Collection entries:
•••

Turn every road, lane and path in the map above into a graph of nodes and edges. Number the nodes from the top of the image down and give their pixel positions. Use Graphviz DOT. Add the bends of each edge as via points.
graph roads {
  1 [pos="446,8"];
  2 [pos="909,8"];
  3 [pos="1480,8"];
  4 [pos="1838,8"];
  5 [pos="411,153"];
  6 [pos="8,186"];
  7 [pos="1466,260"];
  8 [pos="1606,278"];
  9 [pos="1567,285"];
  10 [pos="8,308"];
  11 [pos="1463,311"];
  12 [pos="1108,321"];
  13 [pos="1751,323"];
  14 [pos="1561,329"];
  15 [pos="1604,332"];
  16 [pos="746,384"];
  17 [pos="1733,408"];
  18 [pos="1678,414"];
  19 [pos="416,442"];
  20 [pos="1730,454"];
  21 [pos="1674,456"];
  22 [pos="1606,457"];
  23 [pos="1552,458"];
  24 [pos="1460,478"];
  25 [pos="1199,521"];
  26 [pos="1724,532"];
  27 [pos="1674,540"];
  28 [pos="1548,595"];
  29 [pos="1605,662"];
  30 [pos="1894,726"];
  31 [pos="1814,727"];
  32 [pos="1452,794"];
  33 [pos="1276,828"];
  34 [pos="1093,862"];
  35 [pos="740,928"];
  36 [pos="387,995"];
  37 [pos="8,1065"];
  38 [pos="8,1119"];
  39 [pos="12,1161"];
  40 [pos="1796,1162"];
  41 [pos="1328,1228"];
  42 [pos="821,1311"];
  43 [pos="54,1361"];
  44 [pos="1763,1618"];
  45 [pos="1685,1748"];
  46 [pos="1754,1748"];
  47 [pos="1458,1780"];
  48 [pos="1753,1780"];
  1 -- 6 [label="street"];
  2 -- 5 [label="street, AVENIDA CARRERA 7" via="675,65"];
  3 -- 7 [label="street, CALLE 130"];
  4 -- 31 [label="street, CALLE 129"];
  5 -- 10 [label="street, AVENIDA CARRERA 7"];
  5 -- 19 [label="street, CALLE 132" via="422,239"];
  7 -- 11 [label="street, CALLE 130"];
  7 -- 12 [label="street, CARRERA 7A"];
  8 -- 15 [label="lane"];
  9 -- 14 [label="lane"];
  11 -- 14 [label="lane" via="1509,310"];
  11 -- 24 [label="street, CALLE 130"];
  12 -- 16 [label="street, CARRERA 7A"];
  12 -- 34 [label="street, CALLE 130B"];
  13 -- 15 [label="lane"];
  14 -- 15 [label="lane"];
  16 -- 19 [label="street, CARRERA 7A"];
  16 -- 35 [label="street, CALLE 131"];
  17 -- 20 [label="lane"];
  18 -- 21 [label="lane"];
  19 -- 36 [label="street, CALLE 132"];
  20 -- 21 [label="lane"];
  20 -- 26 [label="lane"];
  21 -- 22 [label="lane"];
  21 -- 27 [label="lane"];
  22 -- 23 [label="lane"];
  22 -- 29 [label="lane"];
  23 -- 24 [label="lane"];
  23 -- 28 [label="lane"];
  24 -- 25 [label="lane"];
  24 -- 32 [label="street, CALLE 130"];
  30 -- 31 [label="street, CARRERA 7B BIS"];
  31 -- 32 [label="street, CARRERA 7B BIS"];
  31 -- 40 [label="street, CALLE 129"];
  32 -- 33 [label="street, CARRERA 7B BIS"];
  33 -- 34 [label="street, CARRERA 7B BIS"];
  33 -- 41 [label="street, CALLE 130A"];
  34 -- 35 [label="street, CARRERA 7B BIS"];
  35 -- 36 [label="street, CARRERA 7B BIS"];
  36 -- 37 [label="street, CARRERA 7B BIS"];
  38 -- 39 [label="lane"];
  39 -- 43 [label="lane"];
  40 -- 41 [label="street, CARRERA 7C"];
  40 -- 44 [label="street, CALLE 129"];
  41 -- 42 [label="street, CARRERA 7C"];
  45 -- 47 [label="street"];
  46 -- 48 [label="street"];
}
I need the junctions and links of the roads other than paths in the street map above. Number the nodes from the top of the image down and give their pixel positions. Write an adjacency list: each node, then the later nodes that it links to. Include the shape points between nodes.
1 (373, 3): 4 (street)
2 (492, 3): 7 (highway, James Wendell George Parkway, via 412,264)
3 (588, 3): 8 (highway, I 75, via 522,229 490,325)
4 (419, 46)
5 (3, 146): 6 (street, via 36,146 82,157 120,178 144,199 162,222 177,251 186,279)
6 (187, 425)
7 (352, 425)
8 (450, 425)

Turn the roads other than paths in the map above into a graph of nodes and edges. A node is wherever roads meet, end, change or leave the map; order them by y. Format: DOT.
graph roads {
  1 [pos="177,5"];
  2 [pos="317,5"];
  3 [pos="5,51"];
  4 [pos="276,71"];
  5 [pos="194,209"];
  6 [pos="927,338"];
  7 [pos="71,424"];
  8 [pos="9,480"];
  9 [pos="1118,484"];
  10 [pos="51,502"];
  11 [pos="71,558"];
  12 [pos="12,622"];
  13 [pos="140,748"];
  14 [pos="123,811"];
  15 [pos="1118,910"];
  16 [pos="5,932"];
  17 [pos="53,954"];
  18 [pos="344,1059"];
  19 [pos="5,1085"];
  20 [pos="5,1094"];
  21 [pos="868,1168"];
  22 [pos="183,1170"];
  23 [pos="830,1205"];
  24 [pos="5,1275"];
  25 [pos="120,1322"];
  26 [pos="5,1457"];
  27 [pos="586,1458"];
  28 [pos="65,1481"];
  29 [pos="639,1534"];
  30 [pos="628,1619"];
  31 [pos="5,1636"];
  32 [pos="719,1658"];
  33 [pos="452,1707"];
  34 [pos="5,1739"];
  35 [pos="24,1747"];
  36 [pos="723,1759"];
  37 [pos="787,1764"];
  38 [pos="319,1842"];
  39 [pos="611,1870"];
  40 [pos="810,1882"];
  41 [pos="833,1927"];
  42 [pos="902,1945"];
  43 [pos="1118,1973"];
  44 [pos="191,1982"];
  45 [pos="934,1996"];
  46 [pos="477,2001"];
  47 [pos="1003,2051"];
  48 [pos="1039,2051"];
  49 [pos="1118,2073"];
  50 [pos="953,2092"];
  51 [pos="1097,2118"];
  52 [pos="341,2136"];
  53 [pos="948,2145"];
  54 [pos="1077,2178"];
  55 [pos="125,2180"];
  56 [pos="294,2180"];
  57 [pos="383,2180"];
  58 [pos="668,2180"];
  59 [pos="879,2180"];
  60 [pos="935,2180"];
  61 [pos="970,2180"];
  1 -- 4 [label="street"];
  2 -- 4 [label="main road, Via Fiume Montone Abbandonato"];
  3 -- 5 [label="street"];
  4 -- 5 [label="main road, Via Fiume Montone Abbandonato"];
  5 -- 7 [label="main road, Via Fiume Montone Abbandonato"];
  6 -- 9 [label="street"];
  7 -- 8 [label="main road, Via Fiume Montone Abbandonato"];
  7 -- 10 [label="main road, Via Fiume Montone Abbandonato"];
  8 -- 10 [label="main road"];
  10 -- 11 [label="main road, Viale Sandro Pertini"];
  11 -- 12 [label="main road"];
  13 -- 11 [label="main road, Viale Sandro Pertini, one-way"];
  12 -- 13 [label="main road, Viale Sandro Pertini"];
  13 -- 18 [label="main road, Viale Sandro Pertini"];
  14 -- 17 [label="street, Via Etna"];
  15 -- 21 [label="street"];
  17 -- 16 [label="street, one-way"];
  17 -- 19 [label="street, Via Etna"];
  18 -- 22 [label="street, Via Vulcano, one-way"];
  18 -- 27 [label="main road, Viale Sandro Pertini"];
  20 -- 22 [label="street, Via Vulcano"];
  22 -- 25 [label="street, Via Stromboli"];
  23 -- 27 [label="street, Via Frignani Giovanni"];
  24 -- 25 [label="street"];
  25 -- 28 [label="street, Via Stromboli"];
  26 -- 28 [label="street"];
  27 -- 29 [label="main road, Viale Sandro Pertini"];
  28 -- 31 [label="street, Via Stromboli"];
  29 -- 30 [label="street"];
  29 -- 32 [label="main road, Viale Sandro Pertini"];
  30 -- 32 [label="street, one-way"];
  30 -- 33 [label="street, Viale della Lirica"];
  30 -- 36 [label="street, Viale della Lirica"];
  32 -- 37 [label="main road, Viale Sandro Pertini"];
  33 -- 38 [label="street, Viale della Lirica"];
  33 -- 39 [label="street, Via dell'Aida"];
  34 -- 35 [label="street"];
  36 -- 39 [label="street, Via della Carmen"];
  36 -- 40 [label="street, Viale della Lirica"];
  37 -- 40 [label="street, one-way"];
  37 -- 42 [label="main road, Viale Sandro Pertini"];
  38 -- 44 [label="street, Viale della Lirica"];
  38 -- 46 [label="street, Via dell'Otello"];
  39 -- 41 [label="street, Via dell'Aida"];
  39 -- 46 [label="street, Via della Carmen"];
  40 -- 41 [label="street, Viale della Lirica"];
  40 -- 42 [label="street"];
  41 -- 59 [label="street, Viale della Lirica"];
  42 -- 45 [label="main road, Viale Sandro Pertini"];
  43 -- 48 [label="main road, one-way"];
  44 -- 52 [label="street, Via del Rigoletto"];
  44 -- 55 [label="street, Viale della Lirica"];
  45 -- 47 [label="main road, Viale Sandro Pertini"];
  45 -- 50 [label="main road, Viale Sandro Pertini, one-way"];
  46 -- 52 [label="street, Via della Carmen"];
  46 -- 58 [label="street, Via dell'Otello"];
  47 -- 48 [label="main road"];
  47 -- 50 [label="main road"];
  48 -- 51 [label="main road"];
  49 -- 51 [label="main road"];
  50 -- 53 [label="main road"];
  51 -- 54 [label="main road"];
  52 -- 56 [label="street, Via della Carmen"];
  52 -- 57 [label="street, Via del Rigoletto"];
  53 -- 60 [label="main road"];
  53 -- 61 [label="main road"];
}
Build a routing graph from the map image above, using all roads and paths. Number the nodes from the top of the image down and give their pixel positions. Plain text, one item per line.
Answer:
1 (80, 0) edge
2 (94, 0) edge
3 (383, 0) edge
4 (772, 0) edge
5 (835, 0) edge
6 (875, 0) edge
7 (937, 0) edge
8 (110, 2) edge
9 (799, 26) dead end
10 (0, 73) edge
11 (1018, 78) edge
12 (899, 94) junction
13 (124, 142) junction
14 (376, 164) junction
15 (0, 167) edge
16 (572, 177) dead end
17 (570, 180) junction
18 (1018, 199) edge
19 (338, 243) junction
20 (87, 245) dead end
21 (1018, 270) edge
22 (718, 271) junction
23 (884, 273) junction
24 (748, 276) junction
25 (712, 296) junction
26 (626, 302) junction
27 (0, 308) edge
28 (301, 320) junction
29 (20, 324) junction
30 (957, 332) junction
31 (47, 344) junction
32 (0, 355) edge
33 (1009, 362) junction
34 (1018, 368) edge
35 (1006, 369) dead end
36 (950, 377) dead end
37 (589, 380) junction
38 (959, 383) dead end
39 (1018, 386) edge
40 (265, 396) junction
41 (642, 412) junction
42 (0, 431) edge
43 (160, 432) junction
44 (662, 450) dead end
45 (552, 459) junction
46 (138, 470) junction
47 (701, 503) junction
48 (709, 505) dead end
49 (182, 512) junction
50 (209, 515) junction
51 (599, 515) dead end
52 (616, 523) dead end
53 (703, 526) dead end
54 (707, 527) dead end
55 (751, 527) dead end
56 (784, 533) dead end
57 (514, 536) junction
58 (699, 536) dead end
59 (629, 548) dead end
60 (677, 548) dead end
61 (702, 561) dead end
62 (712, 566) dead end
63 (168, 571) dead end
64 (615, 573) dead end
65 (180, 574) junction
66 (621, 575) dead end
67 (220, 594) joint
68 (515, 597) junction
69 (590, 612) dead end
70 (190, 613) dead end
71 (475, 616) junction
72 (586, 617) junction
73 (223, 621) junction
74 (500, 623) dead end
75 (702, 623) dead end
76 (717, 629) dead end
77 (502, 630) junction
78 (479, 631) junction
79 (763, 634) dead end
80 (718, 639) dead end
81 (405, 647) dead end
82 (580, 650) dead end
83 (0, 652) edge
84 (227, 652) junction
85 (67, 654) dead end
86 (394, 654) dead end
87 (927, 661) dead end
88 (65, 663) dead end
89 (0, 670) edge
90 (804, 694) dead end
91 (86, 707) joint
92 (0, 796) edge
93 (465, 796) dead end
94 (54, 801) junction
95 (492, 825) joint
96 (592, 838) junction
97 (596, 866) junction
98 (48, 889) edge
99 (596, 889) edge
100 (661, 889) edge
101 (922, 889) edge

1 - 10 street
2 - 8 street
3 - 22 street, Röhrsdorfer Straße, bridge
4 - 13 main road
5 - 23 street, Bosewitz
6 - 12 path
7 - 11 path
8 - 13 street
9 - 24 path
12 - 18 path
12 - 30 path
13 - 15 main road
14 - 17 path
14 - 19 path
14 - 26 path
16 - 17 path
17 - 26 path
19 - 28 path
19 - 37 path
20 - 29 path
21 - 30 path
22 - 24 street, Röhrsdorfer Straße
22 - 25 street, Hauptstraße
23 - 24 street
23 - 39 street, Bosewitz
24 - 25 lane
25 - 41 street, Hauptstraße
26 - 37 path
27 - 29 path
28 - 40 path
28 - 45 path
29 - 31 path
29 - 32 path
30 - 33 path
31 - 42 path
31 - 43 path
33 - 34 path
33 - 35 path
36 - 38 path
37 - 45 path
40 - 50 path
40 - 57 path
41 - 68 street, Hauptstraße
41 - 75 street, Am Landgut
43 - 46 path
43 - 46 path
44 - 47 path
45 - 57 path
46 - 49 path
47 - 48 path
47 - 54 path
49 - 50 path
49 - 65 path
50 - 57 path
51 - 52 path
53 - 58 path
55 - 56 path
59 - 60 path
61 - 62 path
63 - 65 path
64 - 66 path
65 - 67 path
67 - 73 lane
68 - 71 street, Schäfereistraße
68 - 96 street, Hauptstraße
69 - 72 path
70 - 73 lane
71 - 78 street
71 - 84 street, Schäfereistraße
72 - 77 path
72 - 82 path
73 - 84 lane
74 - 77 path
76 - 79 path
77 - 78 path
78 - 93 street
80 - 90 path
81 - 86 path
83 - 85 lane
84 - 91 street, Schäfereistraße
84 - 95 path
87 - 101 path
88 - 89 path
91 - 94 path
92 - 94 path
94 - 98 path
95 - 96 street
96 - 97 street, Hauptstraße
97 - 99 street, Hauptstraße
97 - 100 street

•••

THE TASK.
Say how many lines in the records include the string "Hauptstraße", giving the figure by itself.

EXPECTED ANSWER.
6